An additional consideration when interpreting our findings is the potential influence of post-traumatic changes on certain morphometric measurements. Parameters reflecting syndesmotic width, especially tibiofibular clear space, may partially represent secondary widening related to ligament disruption rather than purely predisposing anatomical configurations. In contrast, fibular notch depth–related measurements or the lateral malleolar height–to–talar articular width ratio represent geometric relationships between bony structures. Furthermore, the observation that the lateral malleolar height–to–talar articular width ratio differentiates patients with sprains and ligament tears from those without tears supports its potential role as a predisposing anatomical factor rather than solely a consequence of trauma.

This study has several limitations. First, it has a retrospective design and was performed at a single institution. However, the sample size was considered adequate for the regression analyses. Second, MRI examinations were performed on both 1.5-T and 3.0-T scanners. Although the same routine institutional protocol was used, this may still have introduced technical variability. However, as the evaluated parameters primarily represent osseous morphometric measurements, substantial effects of field strength differences on these measurements are unlikely. Third, the healthy control group includes individuals with entirely normal ankle MRIs, but no long-term clinical follow-up was performed. Therefore, we cannot definitively confirm that none of these individuals would later sustain an ankle sprain. Fourth, our study did not include clinical information such as activity levels or dynamic/weight-bearing assessments, which may have provided additional insights. Neurological conditions that could predispose patients to ankle sprains were not systematically evaluated due to the retrospective design. In addition, further analysis according to partial vs. complete tears was not performed because of the limited sample size. Future studies with larger cohorts may help clarify this point. Another limitation is the inclusion of both pediatric and adult patients, which may introduce heterogeneity related to skeletal maturity and epiphyseal closure status. Although age was included as a covariate in the analyses, subgroup analyses according to maturity were not performed. Finally, although the cohort size was relatively large, subgroup analyses may have been underpowered to detect smaller effect sizes.

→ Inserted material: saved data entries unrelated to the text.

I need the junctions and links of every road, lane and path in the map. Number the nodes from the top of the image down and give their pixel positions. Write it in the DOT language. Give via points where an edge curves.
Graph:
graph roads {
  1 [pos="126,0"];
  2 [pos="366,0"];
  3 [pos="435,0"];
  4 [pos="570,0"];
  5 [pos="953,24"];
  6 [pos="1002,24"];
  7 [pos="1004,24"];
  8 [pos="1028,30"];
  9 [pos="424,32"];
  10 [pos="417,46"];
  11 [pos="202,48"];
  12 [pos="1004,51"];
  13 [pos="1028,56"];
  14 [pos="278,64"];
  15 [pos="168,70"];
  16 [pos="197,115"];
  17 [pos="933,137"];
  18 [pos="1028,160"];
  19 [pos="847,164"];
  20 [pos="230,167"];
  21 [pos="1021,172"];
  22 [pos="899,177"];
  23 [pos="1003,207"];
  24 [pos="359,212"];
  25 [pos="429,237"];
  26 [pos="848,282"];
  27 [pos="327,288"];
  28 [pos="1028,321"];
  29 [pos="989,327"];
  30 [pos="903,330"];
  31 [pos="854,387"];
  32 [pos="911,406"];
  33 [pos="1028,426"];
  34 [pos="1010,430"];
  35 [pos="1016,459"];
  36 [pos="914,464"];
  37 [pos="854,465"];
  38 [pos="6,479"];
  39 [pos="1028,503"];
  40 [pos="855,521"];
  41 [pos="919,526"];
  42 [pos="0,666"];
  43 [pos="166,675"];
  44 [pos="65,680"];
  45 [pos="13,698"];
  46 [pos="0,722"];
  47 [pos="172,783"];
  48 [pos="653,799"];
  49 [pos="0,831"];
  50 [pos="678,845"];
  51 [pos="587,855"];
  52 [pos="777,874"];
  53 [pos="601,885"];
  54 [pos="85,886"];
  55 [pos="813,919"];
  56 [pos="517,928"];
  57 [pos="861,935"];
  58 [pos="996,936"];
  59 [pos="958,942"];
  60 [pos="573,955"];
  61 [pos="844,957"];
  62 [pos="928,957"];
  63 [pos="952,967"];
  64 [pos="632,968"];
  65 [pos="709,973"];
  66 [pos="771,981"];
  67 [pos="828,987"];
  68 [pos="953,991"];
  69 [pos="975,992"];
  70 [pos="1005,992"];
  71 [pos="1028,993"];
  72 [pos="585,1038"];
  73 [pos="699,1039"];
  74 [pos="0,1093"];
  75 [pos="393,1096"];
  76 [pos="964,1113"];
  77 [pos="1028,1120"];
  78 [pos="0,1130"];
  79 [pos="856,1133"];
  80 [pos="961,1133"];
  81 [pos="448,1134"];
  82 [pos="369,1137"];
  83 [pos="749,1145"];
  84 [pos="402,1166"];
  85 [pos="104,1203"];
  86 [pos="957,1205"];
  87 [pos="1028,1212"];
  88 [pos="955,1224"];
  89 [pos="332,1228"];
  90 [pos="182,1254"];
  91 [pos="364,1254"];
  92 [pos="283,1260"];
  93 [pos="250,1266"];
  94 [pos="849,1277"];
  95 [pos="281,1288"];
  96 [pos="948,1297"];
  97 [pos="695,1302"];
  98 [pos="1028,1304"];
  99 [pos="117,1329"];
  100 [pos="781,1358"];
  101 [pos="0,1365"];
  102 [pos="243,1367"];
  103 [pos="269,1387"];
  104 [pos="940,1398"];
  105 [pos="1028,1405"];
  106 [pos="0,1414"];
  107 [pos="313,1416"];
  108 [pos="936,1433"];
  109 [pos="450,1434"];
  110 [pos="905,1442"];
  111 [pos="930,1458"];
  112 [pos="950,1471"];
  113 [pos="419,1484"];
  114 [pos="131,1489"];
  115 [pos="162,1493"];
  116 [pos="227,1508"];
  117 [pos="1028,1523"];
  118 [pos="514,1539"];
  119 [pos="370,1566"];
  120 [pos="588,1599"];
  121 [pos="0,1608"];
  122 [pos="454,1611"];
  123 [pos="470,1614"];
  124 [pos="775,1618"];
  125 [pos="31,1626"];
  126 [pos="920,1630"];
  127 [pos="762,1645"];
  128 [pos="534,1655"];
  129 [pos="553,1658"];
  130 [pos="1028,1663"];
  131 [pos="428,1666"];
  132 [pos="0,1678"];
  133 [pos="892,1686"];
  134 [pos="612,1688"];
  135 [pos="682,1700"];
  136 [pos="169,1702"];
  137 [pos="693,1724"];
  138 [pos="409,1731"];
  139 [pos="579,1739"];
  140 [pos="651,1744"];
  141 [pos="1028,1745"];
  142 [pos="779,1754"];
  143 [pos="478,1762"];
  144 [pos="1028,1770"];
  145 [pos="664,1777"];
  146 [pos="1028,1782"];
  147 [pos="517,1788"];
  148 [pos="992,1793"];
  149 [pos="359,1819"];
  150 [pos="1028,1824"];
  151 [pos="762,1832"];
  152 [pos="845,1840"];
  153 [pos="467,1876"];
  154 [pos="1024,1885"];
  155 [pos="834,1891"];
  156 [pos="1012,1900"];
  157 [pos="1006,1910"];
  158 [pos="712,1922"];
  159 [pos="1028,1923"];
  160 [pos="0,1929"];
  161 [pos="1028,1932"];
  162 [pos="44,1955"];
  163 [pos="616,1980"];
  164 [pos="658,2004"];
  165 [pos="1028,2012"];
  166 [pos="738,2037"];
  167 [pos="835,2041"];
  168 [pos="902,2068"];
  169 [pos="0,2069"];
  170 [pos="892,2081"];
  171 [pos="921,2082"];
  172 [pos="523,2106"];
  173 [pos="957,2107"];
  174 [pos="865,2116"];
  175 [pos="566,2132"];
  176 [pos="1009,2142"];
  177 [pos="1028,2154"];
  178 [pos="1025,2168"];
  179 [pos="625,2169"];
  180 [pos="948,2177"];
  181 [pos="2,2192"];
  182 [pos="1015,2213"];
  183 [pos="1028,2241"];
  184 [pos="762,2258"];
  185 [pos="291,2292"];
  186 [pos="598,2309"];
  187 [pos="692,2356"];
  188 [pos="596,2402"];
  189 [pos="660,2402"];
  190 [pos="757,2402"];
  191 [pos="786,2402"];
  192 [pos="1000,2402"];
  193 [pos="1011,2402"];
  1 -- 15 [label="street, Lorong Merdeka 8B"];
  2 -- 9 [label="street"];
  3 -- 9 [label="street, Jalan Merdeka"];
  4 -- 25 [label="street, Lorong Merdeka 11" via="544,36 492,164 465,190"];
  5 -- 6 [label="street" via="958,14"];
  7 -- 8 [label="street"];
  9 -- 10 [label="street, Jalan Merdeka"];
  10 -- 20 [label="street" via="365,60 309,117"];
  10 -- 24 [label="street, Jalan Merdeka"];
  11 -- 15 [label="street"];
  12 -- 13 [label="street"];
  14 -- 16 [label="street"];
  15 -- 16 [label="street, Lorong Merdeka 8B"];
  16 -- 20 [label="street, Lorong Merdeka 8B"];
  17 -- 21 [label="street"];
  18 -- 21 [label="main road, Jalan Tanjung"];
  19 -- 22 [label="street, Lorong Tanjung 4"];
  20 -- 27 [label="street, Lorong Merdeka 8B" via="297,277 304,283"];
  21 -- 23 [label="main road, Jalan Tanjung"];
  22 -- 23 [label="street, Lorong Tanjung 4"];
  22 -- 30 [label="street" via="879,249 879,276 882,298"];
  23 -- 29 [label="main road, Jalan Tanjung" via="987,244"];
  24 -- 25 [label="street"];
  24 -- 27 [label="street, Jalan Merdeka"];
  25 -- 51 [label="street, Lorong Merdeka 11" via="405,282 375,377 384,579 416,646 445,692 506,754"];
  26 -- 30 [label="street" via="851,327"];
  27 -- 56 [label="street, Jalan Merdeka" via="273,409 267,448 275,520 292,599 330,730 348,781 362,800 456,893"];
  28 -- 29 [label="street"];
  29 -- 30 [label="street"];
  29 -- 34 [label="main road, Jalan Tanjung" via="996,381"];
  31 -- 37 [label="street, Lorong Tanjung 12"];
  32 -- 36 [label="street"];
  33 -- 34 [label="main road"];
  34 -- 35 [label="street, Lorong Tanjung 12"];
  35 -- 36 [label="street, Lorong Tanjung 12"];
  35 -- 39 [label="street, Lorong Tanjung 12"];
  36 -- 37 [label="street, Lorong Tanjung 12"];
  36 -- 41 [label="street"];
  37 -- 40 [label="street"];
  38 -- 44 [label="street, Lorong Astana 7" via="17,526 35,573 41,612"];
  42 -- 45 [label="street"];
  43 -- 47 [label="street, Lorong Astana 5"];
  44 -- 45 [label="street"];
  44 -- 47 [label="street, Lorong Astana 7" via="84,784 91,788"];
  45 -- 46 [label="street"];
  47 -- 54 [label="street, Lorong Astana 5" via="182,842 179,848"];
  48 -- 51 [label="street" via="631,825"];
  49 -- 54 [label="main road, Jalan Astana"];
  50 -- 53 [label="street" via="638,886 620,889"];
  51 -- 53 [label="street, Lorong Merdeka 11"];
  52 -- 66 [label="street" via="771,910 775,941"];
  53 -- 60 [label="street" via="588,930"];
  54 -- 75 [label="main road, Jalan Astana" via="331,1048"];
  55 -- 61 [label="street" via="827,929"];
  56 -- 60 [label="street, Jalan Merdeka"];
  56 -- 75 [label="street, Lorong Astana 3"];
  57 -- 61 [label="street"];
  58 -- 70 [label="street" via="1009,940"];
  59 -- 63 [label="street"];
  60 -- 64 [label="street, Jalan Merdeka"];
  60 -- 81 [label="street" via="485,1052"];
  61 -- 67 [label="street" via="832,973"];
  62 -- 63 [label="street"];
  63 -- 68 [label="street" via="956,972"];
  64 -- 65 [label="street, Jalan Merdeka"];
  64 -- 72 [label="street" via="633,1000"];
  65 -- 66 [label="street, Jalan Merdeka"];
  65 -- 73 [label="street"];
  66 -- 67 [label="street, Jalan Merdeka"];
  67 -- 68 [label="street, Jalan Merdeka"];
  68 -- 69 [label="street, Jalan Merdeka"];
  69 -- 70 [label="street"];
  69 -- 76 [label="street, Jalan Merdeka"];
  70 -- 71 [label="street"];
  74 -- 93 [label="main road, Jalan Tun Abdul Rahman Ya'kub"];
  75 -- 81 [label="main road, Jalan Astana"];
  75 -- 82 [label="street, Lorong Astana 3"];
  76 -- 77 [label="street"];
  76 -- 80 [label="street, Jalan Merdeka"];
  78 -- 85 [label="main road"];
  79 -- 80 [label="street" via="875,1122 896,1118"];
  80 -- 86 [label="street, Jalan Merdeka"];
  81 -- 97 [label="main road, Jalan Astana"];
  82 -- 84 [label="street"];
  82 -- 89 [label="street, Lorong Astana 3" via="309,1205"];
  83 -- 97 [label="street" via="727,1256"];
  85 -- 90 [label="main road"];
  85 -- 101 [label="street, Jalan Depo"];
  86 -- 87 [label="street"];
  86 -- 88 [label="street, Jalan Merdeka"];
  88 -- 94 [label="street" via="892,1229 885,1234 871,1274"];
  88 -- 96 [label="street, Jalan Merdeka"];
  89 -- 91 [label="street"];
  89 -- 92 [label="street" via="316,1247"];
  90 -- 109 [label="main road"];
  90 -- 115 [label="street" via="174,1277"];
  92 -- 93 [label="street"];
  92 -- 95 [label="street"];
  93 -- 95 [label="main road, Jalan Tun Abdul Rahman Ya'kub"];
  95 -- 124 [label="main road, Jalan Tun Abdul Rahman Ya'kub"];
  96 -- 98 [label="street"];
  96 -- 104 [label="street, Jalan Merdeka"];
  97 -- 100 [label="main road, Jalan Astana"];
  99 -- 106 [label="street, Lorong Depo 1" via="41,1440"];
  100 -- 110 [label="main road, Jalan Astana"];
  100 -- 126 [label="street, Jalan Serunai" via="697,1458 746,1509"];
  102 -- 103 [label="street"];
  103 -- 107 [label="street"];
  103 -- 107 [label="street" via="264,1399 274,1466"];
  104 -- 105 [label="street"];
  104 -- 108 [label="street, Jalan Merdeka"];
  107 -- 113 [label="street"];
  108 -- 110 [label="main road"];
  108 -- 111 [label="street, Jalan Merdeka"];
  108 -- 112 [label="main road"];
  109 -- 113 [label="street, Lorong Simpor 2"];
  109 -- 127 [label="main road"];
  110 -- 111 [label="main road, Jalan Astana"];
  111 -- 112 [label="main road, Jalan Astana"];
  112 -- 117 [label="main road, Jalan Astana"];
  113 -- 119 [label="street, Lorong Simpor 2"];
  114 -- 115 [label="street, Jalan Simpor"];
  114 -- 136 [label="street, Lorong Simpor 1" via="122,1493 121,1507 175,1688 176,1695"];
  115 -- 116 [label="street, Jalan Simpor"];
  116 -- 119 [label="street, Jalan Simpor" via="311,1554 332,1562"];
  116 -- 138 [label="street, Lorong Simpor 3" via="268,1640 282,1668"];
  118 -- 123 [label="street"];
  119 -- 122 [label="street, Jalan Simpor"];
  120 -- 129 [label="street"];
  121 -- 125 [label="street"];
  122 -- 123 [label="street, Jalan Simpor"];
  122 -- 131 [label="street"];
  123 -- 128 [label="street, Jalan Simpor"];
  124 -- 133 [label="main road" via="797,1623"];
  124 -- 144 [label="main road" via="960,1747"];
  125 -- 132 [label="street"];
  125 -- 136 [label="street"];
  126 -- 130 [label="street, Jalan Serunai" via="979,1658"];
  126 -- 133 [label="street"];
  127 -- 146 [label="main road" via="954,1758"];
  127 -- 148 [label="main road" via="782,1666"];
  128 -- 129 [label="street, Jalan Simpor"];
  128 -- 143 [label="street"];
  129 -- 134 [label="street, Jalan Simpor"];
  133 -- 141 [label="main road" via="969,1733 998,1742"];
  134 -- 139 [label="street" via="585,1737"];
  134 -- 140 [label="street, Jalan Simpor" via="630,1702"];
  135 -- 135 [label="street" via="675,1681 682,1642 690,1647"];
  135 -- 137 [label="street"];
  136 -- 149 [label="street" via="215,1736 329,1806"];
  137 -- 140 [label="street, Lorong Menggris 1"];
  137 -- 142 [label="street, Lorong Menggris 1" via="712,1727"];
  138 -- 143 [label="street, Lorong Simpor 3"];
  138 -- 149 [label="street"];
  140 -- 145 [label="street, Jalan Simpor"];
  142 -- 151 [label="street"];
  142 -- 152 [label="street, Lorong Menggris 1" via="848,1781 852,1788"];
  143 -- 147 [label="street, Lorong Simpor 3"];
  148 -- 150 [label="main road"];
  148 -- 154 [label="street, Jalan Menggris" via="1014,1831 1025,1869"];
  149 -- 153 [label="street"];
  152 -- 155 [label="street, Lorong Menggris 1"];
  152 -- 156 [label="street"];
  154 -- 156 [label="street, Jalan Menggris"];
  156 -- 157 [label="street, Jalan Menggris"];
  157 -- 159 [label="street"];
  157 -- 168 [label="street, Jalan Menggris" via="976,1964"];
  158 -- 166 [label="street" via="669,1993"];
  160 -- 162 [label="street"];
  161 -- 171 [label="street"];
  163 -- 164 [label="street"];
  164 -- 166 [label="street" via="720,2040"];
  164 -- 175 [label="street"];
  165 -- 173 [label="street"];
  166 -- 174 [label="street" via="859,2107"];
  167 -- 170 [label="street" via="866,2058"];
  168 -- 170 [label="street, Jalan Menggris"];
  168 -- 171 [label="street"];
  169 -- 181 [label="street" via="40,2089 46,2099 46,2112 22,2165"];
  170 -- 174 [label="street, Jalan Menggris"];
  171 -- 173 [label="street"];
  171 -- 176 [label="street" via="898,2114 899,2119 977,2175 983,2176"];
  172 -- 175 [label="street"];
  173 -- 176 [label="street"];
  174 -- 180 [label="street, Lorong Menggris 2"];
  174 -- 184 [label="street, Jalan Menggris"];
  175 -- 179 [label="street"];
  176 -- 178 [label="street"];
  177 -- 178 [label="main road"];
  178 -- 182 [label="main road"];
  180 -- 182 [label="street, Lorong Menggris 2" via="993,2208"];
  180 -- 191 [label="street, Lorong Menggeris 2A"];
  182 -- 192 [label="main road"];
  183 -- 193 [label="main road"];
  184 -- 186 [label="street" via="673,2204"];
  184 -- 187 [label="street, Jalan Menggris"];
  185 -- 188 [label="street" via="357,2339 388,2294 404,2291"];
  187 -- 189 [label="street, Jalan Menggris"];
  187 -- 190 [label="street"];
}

In conclusion, this study indicates that specific MRI-based morphologic features of the distal tibiofibular syndesmosis and talocrural joint are associated with both susceptibility to ankle sprains and an increased risk of ligament tears. From a clinical perspective, the identified morphometric parameters may represent different stages of structural predisposition and injury. The fibular notch depth–to–tibial thickness ratio appears to reflect an underlying anatomical predisposition related to reduced osseous containment of the distal tibiofibular joint. Tibiofibular clear space may partly represent secondary widening associated with ligament disruption and, therefore, may reflect structural changes in ankles with confirmed tears. Finally, the lateral malleolar height–to–talar articular width ratio, which independently differentiated patients with sprains and ligament tears from those without tears, may represent a transition indicator for increased susceptibility to ligament tears following a sprain. Although these parameters alone cannot determine clinical outcomes, together they provide complementary morphologic information that may help improve structural risk stratification. Reporting markedly abnormal values may help identify patients at higher risk of ligament tears following ankle sprains. However, the discriminatory performance of these morphologic parameters was moderate to good, and the findings should be interpreted cautiously until validated in independent cohorts. Future prospective studies incorporating clinical and functional outcomes are required to validate these findings and to confirm the clinical utility of these morphometric parameters in risk stratification and individualized management.